Thousands poured into Brazil's capital city demanding that the country's president step down because of numerous corruption scandals associated with his administration.
Brazil's president ordered federal troops to restore order in the country's capital Wednesday after some ministries were evacuated during clashes between police and protesters who are seeking the leader's ouster.
In a brief national address during the unrest, Defense Minister Raul Jungmann said troops were being sent to guard federal buildings, including the presidential palace. The deployment was authorised by a presidential decree that left open the possibility that soldiers could be used more widely in Brasilia.
"At this moment, federal troops are already here (in the foreign ministry)," Jungmann said in a brief televised statement.
"And next, there are troops arriving to secure all the ministerial buildings."
Brazil's agriculture ministry was evacuated after protesters demanding President Michel Temer's resignation got inside, setting a fire and vandalising the premises, an official said.
"There was an invasion of the ministry's private entrance. They lit a fire in a room, broke photos in a gallery of ex-ministers and confronted police. The building was evacuated," a spokesman for the ministry said.
At least 25,000 people massed in Brasilia to demand new elections and an end to austerity reforms in a protest fuelled by anger over a corruption scandal swirling around Temer.
Organised by leftist groups and trade unions, the protesters poured into the centre of Brazil's capital.
Brazil's left is looking for an opportunity for revenge just over a year since Temer took over from Workers' Party president Dilma Rousseff after she was impeached for illegally manipulating government accounts.
Temer, from the centre-right PMDB party, is reeling from a probe into his alleged corruption. The future of his market-friendly reforms package -- especially cuts in the country's generous but unaffordable pension system -- is unclear.
End Putchist government
"It's the end of this putschist government. That's why the people have taken to the streets," said Francisca Gomes, 59, who came from Sao Paulo for the protest and carried a funeral ribbon carrying the image of the president and the words: "RIP Temer."
Brasilia's security service said that 500 buses had converged on the capital, with some 25,000 protesters. The protesters were still gathering, with a march planned to start in the early afternoon.
"In a democracy, no government can resist when the people take to the streets," said Dorival Pereira, 60, who travelled 18 hours from Mato Grosso do Sul.
Like many demonstrators, she wore a T-shirt with the slogan "Elections now!"
Temer says the austerity reforms are already working and that more measures, especially pension reform, are needed. Latin America's biggest economy has been stuck in deep recession for two years and is just showing the first signs of returning to growth, although unemployment is at nearly 14 percent.

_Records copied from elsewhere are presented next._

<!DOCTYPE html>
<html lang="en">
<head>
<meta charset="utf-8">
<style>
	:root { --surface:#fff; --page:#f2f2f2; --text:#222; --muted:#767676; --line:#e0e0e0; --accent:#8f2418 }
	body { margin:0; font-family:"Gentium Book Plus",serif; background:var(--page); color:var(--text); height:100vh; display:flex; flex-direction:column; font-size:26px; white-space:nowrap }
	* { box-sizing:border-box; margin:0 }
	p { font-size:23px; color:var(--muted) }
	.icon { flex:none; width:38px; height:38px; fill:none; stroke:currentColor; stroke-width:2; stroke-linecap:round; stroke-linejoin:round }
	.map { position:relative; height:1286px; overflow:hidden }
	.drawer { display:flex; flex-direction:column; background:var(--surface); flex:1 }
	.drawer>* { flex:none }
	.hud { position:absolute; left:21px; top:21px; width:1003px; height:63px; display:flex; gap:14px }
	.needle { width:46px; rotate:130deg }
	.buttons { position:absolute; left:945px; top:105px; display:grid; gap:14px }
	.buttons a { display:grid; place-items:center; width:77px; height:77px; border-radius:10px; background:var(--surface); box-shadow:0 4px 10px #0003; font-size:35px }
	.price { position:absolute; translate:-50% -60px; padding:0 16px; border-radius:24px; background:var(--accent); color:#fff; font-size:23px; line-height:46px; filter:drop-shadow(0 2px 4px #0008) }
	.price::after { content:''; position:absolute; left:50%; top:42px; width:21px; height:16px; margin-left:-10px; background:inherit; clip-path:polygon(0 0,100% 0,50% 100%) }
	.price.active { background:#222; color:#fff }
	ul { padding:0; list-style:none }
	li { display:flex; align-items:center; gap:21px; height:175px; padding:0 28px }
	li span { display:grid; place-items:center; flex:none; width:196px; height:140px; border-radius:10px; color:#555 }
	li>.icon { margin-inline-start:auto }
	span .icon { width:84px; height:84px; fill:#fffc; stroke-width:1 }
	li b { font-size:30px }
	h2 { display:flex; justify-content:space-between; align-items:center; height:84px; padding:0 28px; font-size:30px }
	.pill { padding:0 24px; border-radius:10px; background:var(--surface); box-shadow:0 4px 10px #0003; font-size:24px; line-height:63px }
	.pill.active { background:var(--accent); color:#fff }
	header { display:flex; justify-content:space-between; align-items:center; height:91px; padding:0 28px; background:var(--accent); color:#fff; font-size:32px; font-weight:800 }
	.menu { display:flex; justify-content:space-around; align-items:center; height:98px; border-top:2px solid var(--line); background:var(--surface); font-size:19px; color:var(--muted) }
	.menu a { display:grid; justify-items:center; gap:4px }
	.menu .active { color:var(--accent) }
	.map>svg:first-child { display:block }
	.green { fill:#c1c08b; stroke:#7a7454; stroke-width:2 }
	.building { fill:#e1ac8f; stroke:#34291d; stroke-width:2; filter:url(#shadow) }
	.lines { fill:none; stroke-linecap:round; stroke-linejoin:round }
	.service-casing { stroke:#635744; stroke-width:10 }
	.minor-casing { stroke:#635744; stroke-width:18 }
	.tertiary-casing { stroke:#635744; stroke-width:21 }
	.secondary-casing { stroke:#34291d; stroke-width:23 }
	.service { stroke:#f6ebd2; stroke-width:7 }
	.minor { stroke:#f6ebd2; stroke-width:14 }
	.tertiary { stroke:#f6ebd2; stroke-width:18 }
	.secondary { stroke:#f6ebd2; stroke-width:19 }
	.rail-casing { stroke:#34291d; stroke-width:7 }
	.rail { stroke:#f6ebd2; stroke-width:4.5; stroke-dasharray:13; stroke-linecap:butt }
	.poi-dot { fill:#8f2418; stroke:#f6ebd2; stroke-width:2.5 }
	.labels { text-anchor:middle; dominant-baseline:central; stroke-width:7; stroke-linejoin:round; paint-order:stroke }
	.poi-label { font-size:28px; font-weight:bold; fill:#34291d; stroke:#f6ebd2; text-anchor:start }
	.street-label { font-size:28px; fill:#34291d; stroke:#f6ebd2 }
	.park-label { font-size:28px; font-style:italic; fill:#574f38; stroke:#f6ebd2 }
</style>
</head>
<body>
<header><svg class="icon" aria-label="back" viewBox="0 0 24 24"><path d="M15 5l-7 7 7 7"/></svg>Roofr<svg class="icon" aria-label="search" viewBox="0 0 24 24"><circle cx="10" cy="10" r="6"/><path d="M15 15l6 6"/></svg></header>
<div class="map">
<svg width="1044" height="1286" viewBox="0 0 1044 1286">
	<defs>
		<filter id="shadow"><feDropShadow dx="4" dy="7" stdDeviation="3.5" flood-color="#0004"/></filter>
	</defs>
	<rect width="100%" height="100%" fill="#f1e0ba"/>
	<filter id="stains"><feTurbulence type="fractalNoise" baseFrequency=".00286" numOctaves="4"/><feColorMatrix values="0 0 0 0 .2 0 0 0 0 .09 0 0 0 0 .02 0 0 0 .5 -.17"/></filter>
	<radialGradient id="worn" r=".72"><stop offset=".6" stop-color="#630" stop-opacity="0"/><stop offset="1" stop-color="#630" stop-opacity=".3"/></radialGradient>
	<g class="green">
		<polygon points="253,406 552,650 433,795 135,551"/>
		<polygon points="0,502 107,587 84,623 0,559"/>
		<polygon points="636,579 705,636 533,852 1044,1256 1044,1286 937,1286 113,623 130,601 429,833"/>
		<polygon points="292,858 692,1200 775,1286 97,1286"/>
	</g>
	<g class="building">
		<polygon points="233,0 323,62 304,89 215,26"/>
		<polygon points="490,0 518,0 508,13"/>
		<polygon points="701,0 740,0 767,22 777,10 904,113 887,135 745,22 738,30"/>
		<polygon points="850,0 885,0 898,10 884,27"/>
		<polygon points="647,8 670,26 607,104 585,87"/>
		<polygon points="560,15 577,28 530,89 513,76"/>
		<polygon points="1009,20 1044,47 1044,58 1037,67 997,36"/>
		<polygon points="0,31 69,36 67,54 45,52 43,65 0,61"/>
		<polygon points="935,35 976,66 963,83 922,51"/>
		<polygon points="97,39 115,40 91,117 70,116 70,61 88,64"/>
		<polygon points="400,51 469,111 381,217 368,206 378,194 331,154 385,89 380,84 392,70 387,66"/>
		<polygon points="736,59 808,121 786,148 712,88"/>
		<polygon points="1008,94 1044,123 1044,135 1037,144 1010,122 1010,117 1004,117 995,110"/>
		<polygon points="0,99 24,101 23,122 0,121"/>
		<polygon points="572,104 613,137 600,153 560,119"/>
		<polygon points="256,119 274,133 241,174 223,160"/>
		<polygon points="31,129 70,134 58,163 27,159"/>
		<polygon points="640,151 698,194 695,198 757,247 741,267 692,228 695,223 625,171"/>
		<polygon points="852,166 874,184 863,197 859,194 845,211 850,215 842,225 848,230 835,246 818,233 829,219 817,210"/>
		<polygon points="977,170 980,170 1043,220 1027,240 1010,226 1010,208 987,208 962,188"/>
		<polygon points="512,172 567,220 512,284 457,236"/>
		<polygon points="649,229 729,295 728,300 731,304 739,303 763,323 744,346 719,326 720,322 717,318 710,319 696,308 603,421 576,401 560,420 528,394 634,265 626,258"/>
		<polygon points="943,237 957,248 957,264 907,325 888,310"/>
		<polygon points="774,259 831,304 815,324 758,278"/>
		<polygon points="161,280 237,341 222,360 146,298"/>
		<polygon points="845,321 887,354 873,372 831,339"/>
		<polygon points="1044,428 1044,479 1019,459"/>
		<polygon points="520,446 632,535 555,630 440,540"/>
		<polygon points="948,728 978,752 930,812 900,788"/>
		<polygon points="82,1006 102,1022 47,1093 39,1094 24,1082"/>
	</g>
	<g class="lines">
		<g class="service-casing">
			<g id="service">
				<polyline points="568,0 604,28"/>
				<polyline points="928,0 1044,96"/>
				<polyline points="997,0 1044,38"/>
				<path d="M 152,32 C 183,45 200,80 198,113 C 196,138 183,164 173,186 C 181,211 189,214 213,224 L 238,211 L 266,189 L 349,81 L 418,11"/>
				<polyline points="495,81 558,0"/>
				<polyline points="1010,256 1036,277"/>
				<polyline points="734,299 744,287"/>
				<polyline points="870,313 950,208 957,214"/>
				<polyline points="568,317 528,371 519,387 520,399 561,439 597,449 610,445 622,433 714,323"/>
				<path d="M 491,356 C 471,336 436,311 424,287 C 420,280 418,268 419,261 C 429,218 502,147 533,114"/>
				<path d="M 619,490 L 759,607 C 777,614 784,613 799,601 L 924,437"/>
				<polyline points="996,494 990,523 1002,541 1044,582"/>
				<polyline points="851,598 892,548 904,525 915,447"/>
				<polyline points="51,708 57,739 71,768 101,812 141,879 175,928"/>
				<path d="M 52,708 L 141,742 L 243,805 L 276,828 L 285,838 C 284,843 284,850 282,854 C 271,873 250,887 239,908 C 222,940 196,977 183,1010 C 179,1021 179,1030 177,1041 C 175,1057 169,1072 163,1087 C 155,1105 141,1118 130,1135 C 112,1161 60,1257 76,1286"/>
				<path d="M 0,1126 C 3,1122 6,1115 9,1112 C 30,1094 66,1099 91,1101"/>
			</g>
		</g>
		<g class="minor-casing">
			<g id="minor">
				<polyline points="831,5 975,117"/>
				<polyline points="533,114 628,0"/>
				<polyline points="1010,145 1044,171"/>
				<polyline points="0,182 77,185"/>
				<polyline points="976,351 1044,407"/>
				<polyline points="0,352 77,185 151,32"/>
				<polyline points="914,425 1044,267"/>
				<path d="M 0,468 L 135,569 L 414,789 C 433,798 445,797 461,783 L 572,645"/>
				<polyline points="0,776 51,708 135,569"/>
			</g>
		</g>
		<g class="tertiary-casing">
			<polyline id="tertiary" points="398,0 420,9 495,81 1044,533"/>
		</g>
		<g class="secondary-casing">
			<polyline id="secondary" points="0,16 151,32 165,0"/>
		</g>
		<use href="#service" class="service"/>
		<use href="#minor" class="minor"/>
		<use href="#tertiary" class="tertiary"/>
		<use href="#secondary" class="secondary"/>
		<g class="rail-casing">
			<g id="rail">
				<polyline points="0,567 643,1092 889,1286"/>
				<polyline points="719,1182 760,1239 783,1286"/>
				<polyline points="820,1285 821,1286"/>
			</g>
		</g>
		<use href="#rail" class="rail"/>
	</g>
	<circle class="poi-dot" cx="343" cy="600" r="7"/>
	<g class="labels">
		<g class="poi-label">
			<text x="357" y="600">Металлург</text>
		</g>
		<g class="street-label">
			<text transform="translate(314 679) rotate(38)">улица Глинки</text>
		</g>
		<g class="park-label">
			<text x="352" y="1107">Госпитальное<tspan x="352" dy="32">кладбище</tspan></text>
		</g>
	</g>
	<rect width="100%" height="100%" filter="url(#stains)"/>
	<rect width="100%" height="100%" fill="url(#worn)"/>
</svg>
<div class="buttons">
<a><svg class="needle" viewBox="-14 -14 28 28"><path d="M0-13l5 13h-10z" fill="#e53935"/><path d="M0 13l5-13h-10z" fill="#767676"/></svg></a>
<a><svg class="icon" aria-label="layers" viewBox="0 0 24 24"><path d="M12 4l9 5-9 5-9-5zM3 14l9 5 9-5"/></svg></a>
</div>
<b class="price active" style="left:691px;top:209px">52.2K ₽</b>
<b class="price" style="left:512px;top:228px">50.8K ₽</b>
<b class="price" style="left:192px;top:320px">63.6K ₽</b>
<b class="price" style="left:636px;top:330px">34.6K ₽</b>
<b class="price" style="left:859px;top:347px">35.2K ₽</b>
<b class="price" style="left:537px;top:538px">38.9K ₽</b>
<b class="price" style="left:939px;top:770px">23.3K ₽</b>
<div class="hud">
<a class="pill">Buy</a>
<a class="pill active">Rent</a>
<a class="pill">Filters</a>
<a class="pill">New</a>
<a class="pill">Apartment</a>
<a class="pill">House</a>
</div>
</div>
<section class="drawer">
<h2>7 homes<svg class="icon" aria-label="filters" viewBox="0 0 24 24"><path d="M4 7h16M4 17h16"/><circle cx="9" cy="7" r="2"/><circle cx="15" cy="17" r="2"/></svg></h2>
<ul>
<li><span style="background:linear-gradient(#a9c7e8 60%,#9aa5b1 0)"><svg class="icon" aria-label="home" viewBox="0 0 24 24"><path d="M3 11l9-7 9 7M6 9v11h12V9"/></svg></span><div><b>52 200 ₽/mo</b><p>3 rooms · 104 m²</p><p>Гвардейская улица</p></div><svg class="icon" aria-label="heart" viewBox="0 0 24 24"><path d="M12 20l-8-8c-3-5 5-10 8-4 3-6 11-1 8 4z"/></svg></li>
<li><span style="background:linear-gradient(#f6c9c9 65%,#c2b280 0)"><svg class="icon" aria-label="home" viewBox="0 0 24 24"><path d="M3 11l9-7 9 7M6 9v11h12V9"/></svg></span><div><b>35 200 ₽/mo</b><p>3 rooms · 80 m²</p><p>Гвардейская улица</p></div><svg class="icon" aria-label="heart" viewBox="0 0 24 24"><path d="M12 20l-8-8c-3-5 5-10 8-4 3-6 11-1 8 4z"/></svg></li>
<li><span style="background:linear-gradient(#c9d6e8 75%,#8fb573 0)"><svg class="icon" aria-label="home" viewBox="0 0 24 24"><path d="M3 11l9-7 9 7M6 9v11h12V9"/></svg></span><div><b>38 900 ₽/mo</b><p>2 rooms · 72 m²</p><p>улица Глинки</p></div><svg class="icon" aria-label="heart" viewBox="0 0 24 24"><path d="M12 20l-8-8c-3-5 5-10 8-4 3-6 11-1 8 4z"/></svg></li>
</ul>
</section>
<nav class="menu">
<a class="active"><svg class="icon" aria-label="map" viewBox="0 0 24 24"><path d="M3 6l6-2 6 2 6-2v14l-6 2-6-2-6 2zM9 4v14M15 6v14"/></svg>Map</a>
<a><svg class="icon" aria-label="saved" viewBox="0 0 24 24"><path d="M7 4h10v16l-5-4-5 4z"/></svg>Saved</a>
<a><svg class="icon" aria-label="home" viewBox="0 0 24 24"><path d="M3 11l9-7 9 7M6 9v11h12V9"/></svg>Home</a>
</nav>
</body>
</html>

Fighting for political life
However, Temer has been fighting for his political life since last week after allegations that he attempted to pay hush money to a jailed politician and was involved in bribery.
The scandal comes after a landslide of other corruption allegations against much of his government and Congress in a huge probe known as "Operation Car Wash."
For now, the president is trying to shore up his congressional alliance to resist calls for his impeachment. He has said he did nothing wrong and will not resign.
For many Brazilians, the revelations about Temer's alleged crimes dovetail with existing anger about the austerity reforms.
Previous demonstrations have sparked violent clashes with riot police. In Brasilia, protesters have even succeeded on several occasions to break past police cordons and smash the windows of government buildings.
Tensions already flared up on Tuesday in the Senate, where the economic affairs committee was reviewing a report on a reform of labour laws. Opposing senators yelled at each other, some chanting "Temer out, Temer out."
Eight years in prison
And in an unrelated case that underlined the far-reaching impact of Brazil's ongoing anti-graft operation, the Supreme Court on Tuesday sentenced one of the country's most infamously corrupt and seemingly untouchable politicians to nearly eight years in prison.
Paulo Maluf, an 85-year-old ally of Temer, was convicted of money laundering and has been stripped of his mandate as a deputy in Congress. He has been on Interpol's list for alleged money laundering in New York.
Also on Tuesday, police said they had arrested a Temer adviser and two ex-governors over alleged fraud linked to a stadium used in the 2014 football World Cup in Brasilia.
The suspects allegedly overbilled by 900 million Brazilian reais (about $380 million at the time) on a 600-million reais project to build the Mane Garrincha stadium.
Ironically, Wednesday's protesters began to gather for the day outside the same stadium.